**Assignment**
Copy exactly the stretch of data below from the line with "extra += letter" through the line with "paint.setAntiAlias(true);", including both of those lines.

**Supplied material**

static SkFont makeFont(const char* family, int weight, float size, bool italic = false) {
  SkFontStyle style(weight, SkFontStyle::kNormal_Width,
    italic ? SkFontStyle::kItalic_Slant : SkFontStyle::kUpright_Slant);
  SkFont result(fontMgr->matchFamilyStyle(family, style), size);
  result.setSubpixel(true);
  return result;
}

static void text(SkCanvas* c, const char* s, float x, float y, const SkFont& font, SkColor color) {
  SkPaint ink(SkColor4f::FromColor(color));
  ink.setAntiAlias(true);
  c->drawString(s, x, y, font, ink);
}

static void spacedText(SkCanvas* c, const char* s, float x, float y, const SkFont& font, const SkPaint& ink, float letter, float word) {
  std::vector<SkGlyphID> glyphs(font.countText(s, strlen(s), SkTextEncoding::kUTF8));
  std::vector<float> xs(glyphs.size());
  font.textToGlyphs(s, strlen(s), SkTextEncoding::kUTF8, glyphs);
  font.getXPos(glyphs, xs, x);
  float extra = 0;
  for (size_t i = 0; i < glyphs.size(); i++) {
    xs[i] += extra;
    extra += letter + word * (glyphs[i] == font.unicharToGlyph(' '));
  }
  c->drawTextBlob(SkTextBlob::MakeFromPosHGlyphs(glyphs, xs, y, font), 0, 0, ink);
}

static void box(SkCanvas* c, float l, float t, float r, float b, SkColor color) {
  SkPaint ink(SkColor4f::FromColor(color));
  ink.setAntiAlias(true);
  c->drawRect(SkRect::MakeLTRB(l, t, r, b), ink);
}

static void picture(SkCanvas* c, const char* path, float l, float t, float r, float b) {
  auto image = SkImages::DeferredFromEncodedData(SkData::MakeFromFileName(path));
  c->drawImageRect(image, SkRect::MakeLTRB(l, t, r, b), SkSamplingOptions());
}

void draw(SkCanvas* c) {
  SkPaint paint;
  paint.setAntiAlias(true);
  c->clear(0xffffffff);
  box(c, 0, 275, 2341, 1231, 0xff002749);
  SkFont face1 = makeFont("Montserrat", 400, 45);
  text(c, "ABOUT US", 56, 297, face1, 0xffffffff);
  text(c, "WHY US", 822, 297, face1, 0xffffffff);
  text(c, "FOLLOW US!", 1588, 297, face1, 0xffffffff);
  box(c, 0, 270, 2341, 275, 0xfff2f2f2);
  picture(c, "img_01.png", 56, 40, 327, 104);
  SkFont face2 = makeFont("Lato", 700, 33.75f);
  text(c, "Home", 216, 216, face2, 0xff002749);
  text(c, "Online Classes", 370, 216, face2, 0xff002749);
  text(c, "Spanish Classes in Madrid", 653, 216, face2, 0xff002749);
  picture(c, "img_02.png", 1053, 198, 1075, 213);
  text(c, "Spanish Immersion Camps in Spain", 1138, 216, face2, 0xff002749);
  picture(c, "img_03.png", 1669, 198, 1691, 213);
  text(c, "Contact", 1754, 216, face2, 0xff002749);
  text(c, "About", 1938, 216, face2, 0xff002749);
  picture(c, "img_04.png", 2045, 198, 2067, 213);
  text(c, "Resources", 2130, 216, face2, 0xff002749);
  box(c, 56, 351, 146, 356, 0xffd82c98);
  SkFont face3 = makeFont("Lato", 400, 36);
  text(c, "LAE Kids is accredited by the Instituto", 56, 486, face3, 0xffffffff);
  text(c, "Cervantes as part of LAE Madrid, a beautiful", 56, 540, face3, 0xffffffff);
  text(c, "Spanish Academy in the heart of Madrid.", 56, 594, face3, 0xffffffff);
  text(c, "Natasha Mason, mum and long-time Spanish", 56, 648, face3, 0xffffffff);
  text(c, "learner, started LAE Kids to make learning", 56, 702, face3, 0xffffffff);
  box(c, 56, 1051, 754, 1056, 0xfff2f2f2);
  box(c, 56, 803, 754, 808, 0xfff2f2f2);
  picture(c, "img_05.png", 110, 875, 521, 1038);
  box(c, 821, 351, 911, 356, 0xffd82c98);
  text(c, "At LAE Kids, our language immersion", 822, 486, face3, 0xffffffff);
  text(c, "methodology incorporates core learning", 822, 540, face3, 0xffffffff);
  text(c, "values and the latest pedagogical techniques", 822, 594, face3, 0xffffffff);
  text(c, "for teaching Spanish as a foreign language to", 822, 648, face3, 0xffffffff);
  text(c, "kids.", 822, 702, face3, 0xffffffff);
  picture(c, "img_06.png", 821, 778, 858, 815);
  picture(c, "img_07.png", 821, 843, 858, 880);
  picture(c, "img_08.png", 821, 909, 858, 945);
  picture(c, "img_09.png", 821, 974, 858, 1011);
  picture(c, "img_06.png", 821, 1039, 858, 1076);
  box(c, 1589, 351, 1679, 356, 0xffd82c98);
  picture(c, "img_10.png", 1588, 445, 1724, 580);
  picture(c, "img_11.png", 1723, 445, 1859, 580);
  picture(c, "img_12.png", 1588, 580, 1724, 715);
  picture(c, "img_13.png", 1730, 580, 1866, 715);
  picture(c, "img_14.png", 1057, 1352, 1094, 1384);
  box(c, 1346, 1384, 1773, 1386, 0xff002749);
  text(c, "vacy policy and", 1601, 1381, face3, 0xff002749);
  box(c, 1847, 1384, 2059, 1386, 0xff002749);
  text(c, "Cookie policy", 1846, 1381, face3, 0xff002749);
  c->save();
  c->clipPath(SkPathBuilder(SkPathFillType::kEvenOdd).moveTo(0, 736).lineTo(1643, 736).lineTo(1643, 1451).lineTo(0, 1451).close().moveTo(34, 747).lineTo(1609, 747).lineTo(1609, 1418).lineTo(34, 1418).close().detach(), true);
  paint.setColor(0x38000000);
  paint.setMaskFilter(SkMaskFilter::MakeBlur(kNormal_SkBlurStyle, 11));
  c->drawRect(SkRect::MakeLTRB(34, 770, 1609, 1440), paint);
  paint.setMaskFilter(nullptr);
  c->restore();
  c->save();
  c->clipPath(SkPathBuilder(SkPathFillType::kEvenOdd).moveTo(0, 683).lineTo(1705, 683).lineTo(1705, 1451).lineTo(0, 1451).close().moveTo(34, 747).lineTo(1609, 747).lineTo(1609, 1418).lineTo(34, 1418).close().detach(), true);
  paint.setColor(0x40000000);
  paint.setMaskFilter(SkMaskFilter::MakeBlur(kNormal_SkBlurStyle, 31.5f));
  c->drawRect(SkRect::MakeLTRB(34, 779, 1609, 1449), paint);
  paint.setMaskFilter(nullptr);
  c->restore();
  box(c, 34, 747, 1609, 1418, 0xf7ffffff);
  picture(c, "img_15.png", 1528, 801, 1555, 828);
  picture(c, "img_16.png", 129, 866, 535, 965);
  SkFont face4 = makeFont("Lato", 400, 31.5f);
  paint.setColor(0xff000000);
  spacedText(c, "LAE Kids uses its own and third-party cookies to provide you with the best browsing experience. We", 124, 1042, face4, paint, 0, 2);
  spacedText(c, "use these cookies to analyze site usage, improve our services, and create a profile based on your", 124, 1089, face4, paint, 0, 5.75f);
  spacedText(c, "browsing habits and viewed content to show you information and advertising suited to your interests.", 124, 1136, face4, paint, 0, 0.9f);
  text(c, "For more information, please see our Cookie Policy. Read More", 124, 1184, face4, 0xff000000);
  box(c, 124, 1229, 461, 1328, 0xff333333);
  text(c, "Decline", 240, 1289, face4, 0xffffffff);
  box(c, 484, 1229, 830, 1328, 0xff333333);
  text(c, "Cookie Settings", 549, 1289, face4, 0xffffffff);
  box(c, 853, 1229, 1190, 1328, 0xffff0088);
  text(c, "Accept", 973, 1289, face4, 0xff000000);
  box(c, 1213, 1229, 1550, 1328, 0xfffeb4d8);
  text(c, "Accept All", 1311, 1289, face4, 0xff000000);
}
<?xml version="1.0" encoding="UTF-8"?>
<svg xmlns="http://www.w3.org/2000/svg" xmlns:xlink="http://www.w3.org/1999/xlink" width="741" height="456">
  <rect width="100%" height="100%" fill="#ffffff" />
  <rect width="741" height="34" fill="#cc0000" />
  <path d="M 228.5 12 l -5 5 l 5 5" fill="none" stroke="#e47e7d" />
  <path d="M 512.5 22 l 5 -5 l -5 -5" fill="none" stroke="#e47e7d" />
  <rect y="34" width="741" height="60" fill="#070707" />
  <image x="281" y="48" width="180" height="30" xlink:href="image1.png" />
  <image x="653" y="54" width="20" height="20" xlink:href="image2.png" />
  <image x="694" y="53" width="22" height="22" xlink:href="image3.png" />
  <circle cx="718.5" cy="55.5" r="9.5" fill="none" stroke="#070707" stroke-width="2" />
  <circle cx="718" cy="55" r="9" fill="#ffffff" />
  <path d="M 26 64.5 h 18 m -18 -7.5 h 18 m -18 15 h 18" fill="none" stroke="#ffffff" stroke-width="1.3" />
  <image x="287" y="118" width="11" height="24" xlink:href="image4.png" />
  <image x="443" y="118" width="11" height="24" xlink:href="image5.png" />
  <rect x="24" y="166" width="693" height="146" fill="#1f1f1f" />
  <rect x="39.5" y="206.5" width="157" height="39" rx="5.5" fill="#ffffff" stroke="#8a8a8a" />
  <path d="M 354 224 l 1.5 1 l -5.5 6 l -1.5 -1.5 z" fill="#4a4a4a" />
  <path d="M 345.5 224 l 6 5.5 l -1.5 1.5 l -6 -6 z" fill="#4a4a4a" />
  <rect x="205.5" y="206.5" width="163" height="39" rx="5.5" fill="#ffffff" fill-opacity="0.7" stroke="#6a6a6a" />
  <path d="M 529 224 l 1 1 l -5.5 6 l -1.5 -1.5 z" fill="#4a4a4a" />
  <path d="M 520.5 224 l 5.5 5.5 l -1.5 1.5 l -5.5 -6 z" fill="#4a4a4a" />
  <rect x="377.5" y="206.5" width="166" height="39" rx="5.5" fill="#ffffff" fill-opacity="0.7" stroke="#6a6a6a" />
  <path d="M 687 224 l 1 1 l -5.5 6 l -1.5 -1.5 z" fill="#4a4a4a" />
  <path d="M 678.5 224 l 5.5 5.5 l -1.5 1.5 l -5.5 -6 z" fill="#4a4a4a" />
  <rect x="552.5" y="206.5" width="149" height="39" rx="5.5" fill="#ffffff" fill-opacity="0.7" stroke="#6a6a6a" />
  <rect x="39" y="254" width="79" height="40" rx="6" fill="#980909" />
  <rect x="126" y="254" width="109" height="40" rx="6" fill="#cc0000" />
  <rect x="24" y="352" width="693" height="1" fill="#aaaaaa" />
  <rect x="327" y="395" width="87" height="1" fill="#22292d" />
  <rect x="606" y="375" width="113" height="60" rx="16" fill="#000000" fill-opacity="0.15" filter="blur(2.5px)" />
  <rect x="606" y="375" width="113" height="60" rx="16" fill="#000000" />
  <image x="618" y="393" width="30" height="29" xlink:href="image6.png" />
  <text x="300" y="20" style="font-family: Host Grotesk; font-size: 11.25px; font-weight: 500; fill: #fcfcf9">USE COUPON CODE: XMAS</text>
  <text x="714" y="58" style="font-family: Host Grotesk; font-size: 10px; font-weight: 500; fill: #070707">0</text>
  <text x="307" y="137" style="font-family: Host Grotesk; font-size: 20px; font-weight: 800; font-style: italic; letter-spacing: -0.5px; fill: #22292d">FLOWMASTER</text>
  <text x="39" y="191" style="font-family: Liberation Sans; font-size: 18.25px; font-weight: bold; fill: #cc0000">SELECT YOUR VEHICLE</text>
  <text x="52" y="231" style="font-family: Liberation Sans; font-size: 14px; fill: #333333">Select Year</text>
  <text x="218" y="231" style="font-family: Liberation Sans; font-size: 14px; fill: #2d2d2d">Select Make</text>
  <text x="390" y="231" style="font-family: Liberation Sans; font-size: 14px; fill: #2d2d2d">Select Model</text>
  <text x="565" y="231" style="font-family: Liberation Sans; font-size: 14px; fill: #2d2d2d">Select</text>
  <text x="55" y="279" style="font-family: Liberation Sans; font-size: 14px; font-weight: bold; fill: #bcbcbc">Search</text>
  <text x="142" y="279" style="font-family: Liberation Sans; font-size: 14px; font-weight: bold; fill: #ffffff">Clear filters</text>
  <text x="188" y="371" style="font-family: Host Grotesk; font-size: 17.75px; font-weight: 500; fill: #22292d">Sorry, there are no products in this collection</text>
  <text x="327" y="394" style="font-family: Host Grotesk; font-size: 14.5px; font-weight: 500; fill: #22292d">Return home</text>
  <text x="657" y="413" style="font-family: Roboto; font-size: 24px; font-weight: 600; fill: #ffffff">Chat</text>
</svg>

**Result of the exercise**
    extra += letter + word * (glyphs[i] == font.unicharToGlyph(' '));
  }
  c->drawTextBlob(SkTextBlob::MakeFromPosHGlyphs(glyphs, xs, y, font), 0, 0, ink);
}

static void box(SkCanvas* c, float l, float t, float r, float b, SkColor color) {
  SkPaint ink(SkColor4f::FromColor(color));
  ink.setAntiAlias(true);
  c->drawRect(SkRect::MakeLTRB(l, t, r, b), ink);
}

static void picture(SkCanvas* c, const char* path, float l, float t, float r, float b) {
  auto image = SkImages::DeferredFromEncodedData(SkData::MakeFromFileName(path));
  c->drawImageRect(image, SkRect::MakeLTRB(l, t, r, b), SkSamplingOptions());
}

void draw(SkCanvas* c) {
  SkPaint paint;
  paint.setAntiAlias(true);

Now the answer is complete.